Southern California burns like


so many harsh desert suns

like, ten thousand tanning booths all running at once.

Now I sleep in the day and stay awake from night through morning. Seriously, does anyone else think it's pretty damned weird/random/crazy/annoying for it to be THIS hot? I've got a new weight loss program - it's called sweat-my-ass-off.

Thursday, June 19, 2008

Somedays


somedays sundown takes forever

somedays nobody says hi

somedays morning looks like night

somedays everyone seems too fucking chipper

somedays old wounds reopen

somedays you don't get out of bed

somedays things are what they seem

somedays we go dancing

somedays people stare at you a lot

somedays there's no cell-phone reception

somedays you've looked better

somedays the paintings on the wall watch me

somedays i'm older

somedays everything decides to break at the same time

somedays i hate everyone

somedays you need to repeat yourself

somedays i laugh out loud


somedays there's always something else.

Monday, June 16, 2008

Perspective takes only one line


How many of you have read Howard Zinn? Herodotus? William Shirer? Voltaire? Probably not that many...Hell, I haven't even read most of their stuff. Mostly I stick to the "good parts".

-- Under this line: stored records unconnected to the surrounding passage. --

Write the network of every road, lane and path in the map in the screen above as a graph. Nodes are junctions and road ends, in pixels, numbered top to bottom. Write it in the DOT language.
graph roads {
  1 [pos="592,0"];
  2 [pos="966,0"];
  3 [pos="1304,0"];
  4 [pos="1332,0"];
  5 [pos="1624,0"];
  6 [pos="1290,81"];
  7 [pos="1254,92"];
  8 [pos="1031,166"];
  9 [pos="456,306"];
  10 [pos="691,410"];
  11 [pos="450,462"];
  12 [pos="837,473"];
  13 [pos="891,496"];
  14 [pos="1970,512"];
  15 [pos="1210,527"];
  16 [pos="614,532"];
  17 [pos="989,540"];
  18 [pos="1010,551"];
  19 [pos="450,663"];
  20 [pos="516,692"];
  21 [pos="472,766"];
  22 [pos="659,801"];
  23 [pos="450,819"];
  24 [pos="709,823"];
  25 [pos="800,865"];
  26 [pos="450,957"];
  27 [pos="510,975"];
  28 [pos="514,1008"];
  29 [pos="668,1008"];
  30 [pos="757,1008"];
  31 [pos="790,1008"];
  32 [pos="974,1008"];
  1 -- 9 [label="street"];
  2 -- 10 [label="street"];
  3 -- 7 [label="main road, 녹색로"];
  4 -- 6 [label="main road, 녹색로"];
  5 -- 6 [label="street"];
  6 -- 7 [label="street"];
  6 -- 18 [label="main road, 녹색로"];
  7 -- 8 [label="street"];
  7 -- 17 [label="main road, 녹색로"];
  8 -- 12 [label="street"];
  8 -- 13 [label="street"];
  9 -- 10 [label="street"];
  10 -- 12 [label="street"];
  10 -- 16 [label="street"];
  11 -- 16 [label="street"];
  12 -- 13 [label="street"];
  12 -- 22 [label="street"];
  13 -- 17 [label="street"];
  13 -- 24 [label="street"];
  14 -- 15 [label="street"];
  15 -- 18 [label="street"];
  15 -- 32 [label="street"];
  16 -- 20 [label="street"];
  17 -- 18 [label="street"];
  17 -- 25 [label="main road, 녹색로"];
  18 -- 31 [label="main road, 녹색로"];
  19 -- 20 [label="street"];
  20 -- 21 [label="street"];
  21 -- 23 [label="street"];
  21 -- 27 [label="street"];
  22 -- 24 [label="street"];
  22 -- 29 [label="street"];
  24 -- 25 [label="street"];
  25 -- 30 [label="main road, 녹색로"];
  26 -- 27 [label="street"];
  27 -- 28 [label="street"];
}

History has always been a story to me. And like most stories, there are sides to it; complications, points of view. Nobody has the complete truth, just a piece. I've held to that idea for a long time.

But then I saw this movie, The History Boys. (Great flick, by the way. Adapted from a play by Alan Bennet.) It's about these kids at a semi-decent English school who're on the kinda-fast-track to Oxford and Cambridge - provided they can learn the skills to pass their tests and interviews. Lots of human drama and sexual tension accompany - but the main thing I noticed was the stuff the kids learned from one of their teachers.



It reminded of idea behind Saboteur Academia; knowledge, information, factoids, that have little to no practical application when you first notice it. But then you think about it for a bit, and that stuff they know is worth learning more than the bullshit you usually get in most institutions of higher learning.

The best line (going back to the whole history thing) was, "How do I define history? It's just one fucking thing after another."

WOW!

Amazing shit, man. That line blew my mind. That's the best explanation for the totality of human civilization I've ever heard. Brilliant!

And so on.

Thursday, June 12, 2008

One-Liners for the City


A friend recently delivered a rather witty quip during a trip to Los Angeles. We we're going to see that show at The Smell I posted pictures and opinions on last month.

It gave me an artistic idea. Why not try and summarize more major cities? Distill them into their single-sentence essence. I like it. Here's the start:

LA is a billboard on its side

and

San Francisco is a tie-dye protest sign

and

Chicago is a wind-torn jacket

and

New York is over-stewed soup

and

London is a still-damp umbrella

and

New Orleans is a dirty sheet of music

and

Brussels is an out-dated phrase-book

and

Paris is an old wine-glass

and

Washington D.C. is still a swamp

and

Orange County will always be a sandy strip-mall tanning salon.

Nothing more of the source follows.